Saved entries:

▬▬▬▬▬▬

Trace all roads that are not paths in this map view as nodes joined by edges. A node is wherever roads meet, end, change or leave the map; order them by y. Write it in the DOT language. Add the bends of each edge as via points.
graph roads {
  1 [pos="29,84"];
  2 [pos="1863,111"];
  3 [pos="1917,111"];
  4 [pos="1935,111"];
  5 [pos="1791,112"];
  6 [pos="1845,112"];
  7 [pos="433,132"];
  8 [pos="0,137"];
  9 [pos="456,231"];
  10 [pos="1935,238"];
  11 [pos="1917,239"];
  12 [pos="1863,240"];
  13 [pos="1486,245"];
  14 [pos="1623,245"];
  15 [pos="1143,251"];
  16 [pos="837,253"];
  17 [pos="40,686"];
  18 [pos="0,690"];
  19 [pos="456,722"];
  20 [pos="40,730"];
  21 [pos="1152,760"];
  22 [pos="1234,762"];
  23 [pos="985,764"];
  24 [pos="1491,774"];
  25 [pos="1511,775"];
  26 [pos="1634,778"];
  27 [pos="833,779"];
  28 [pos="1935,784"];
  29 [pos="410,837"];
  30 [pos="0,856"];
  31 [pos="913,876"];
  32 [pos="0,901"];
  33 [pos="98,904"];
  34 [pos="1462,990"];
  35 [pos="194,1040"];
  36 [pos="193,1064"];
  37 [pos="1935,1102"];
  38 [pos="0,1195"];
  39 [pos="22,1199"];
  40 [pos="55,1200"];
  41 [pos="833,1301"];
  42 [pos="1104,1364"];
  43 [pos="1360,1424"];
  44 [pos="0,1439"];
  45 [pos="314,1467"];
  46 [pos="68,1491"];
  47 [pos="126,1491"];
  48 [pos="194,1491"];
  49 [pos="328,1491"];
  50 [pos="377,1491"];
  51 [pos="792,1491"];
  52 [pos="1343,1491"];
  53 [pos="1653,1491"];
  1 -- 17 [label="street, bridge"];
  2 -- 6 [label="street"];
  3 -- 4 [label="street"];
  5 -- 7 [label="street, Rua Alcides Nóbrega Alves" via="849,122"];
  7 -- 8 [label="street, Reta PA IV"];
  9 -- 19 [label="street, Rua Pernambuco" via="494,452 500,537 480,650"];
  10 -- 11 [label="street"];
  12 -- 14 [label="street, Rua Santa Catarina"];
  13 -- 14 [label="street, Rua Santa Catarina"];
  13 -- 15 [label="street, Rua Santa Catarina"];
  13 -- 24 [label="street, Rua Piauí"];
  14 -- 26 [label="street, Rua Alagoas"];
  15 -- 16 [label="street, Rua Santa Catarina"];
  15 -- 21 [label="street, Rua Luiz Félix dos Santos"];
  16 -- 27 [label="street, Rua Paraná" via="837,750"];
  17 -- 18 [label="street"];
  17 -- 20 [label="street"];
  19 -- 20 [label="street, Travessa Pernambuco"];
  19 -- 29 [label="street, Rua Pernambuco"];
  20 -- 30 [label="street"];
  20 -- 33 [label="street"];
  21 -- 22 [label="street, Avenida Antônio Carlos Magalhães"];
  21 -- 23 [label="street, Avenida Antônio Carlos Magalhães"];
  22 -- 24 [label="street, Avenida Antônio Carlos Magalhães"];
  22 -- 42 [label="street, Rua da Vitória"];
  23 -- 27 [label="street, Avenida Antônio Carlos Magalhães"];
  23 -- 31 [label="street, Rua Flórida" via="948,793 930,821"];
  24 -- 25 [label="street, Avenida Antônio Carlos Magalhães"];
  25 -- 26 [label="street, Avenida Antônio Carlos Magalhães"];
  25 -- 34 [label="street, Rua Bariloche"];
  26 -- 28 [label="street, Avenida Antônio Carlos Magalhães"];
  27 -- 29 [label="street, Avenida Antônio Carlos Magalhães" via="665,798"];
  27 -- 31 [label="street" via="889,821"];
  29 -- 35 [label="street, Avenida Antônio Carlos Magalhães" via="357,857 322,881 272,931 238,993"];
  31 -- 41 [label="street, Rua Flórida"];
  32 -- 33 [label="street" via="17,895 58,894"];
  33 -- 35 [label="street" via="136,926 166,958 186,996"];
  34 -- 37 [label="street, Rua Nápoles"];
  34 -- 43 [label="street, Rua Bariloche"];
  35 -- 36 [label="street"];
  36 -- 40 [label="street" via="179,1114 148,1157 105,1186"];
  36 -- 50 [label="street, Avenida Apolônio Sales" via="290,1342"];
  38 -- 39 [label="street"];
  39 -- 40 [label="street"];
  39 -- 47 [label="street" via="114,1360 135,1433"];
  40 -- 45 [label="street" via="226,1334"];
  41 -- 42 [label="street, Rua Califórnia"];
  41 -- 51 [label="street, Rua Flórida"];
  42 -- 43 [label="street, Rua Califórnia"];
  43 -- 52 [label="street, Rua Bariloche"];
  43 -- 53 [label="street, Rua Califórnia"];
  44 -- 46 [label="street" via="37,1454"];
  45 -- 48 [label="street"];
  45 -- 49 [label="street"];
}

▬▬▬▬▬▬

**Task description**
Nothing but a number belongs in the answer, namely how many lines above include "Santa".

**Response for this exercise**
4